[Stored items]
◆ ◆ ◆ ◆ ◆ ◆ ◆
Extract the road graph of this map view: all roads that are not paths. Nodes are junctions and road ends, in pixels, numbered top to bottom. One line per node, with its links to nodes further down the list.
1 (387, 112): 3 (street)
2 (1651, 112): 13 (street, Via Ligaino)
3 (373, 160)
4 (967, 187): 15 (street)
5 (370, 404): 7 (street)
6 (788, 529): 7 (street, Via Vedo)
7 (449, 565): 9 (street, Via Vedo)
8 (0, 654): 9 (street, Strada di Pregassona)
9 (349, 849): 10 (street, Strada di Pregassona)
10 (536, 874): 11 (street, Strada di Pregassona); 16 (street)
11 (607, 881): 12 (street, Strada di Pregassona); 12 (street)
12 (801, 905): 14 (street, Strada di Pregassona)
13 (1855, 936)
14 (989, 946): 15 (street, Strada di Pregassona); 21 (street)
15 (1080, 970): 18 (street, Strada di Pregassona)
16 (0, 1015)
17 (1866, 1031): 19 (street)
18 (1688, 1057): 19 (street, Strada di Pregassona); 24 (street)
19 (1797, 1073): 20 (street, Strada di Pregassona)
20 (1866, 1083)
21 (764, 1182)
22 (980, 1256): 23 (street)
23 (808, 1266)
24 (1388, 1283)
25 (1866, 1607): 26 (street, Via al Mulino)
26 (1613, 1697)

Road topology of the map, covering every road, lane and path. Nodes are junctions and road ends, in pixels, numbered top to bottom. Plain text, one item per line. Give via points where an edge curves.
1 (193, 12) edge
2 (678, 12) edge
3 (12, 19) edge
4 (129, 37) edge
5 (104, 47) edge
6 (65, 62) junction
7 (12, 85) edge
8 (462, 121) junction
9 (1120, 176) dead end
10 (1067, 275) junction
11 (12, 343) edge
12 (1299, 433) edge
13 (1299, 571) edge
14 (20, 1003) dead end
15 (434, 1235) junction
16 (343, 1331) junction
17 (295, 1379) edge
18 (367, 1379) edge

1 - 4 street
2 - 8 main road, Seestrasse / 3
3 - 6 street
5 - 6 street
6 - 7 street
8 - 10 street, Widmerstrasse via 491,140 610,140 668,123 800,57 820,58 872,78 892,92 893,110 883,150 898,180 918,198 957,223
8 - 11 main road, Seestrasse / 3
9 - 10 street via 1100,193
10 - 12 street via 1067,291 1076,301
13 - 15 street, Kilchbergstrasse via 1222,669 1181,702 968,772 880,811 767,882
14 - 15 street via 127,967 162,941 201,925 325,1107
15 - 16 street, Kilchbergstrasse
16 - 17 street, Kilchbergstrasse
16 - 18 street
◆ ◆ ◆ ◆ ◆ ◆ ◆
◆ **WHAT IS REQUIRED**:
An exact copy of all the entries is what's needed; write it out.

◆ **EXERCISE RESULT**:
Extract the road graph of this map view: all roads that are not paths. Nodes are junctions and road ends, in pixels, numbered top to bottom. One line per node, with its links to nodes further down the list.
1 (387, 112): 3 (street)
2 (1651, 112): 13 (street, Via Ligaino)
3 (373, 160)
4 (967, 187): 15 (street)
5 (370, 404): 7 (street)
6 (788, 529): 7 (street, Via Vedo)
7 (449, 565): 9 (street, Via Vedo)
8 (0, 654): 9 (street, Strada di Pregassona)
9 (349, 849): 10 (street, Strada di Pregassona)
10 (536, 874): 11 (street, Strada di Pregassona); 16 (street)
11 (607, 881): 12 (street, Strada di Pregassona); 12 (street)
12 (801, 905): 14 (street, Strada di Pregassona)
13 (1855, 936)
14 (989, 946): 15 (street, Strada di Pregassona); 21 (street)
15 (1080, 970): 18 (street, Strada di Pregassona)
16 (0, 1015)
17 (1866, 1031): 19 (street)
18 (1688, 1057): 19 (street, Strada di Pregassona); 24 (street)
19 (1797, 1073): 20 (street, Strada di Pregassona)
20 (1866, 1083)
21 (764, 1182)
22 (980, 1256): 23 (street)
23 (808, 1266)
24 (1388, 1283)
25 (1866, 1607): 26 (street, Via al Mulino)
26 (1613, 1697)

Road topology of the map, covering every road, lane and path. Nodes are junctions and road ends, in pixels, numbered top to bottom. Plain text, one item per line. Give via points where an edge curves.
1 (193, 12) edge
2 (678, 12) edge
3 (12, 19) edge
4 (129, 37) edge
5 (104, 47) edge
6 (65, 62) junction
7 (12, 85) edge
8 (462, 121) junction
9 (1120, 176) dead end
10 (1067, 275) junction
11 (12, 343) edge
12 (1299, 433) edge
13 (1299, 571) edge
14 (20, 1003) dead end
15 (434, 1235) junction
16 (343, 1331) junction
17 (295, 1379) edge
18 (367, 1379) edge

1 - 4 street
2 - 8 main road, Seestrasse / 3
3 - 6 street
5 - 6 street
6 - 7 street
8 - 10 street, Widmerstrasse via 491,140 610,140 668,123 800,57 820,58 872,78 892,92 893,110 883,150 898,180 918,198 957,223
8 - 11 main road, Seestrasse / 3
9 - 10 street via 1100,193
10 - 12 street via 1067,291 1076,301
13 - 15 street, Kilchbergstrasse via 1222,669 1181,702 968,772 880,811 767,882
14 - 15 street via 127,967 162,941 201,925 325,1107
15 - 16 street, Kilchbergstrasse
16 - 17 street, Kilchbergstrasse
16 - 18 street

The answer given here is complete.